Quantification of greenhouse gas emissions from sludge treatment wetlands
Graphical abstract
Highlights
► The static chamber method can be adapted to determine gas emissions from STW. ► There is spatial and temporal variation in the CH4 and N2O emissions in the STW. ► Aerobic conditions before feeding are characterised by low CH4 and high N2O emissions. ► Fresh sludge feeding increases CH4 emissions and decreases N2O emissions. ► The Global warming potential of STW is lower than that of centrifugation and transport.
Introduction
Constructed wetlands (CW) constitute an alternative to conventional wastewater treatment systems to reduce pollutant discharge to water bodies. The application of this technique has increased during the last decades especially in the treatment of different effluents such as municipal and industrial wastewater, agricultural water, landfill leachate and runoff from managed peatlands (Vymazal, 2009). More recently, CW have been adapted to sewage sludge treatment, as a low cost and low energy demand process, to enhance sludge dewatering and stabilisation needed for agricultural uses.

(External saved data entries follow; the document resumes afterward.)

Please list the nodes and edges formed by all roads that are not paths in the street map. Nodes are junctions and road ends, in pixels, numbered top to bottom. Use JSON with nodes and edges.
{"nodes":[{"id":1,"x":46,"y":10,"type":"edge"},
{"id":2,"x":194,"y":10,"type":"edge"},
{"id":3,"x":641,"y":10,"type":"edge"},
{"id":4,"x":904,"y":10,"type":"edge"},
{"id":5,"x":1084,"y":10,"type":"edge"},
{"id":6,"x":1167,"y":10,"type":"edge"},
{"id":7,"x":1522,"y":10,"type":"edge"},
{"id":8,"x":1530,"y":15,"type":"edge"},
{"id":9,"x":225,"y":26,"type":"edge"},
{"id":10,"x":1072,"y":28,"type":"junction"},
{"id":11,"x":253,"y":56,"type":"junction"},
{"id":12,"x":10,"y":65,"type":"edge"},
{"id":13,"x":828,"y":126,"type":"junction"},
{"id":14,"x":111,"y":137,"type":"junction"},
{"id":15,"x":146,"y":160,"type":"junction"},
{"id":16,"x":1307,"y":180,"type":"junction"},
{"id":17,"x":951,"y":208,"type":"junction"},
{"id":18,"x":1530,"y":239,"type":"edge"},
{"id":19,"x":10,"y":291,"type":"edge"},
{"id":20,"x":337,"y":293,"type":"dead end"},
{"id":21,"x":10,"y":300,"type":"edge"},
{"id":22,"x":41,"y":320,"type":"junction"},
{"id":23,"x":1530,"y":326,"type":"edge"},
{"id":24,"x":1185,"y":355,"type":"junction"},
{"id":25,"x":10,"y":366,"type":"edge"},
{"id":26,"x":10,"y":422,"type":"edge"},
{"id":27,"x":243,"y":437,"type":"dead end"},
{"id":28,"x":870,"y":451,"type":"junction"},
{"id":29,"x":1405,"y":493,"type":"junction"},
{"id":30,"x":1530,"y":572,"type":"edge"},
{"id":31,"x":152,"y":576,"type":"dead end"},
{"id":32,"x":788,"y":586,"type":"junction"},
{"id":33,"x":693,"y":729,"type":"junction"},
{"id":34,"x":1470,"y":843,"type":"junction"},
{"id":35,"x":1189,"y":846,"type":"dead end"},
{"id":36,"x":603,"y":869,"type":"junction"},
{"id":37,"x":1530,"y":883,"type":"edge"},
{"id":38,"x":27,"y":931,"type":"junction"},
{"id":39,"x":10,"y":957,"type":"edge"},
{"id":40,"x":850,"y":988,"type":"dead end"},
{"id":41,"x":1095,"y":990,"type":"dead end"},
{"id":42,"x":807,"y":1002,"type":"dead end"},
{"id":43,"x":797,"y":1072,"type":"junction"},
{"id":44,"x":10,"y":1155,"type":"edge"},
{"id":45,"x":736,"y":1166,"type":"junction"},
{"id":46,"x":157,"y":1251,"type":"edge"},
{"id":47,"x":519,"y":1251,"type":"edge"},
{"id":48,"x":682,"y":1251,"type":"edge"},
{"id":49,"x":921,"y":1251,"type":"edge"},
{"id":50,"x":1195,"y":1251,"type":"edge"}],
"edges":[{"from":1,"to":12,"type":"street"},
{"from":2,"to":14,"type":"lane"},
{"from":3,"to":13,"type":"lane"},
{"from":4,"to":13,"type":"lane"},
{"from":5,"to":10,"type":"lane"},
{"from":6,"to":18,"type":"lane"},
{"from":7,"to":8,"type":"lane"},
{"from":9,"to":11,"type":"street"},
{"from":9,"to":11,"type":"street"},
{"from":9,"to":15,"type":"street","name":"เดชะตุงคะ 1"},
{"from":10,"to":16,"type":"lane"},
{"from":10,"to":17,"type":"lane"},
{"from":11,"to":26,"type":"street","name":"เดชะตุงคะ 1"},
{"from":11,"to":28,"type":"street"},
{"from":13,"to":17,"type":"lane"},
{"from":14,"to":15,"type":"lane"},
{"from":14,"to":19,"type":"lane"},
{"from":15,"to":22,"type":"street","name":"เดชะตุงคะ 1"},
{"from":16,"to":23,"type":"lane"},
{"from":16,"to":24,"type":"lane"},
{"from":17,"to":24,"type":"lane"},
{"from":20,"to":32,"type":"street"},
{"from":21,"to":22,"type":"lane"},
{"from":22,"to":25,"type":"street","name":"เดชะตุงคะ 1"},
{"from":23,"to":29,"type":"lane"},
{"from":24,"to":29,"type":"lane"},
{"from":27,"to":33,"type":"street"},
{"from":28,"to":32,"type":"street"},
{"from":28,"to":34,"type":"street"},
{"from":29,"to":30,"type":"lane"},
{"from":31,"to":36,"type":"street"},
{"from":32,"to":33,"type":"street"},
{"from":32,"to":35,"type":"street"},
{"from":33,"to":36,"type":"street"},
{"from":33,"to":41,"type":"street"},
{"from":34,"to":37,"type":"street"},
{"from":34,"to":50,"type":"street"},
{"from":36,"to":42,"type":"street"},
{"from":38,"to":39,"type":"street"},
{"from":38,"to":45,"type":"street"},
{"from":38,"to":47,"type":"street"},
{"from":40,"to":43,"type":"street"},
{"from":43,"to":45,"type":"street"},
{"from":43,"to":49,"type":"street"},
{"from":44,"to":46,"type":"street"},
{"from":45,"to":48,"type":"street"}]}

Sludge treatment wetlands (STW) consist of shallow tanks (beds) filled with a gravel layer and planted with emergent rooted wetland plants (Fig. 1). In these systems, secondary sludge is usually pumped and spread on the wetland’s surface. Here, the sludge fed is rapidly distributed over the wetland and part of its water content is rapidly drained by gravity through the gravel layer; while another part is evapotranspirated by plants. In this way, a concentrated sludge residue remains on the surface of the bed where, after some days without feeding (resting time), thickened sludge is anew spread, starting the following feeding cycle. During feeding periods, the sludge layer height increases at a certain rate (around 10 cm/year). When the layer approaches the top of the tank, feeding is stopped during a final resting period (from 1 to 2 months to 1 year), aimed at improving the sludge dryness and mineralisation. The final product is subsequently withdrawn, starting the following operating cycle. Such systems have demonstrated a good applicability as an alternative sludge treatment for small (<2000 Population Equivalent, PE) and remote communities (Uggetti et al., 2011).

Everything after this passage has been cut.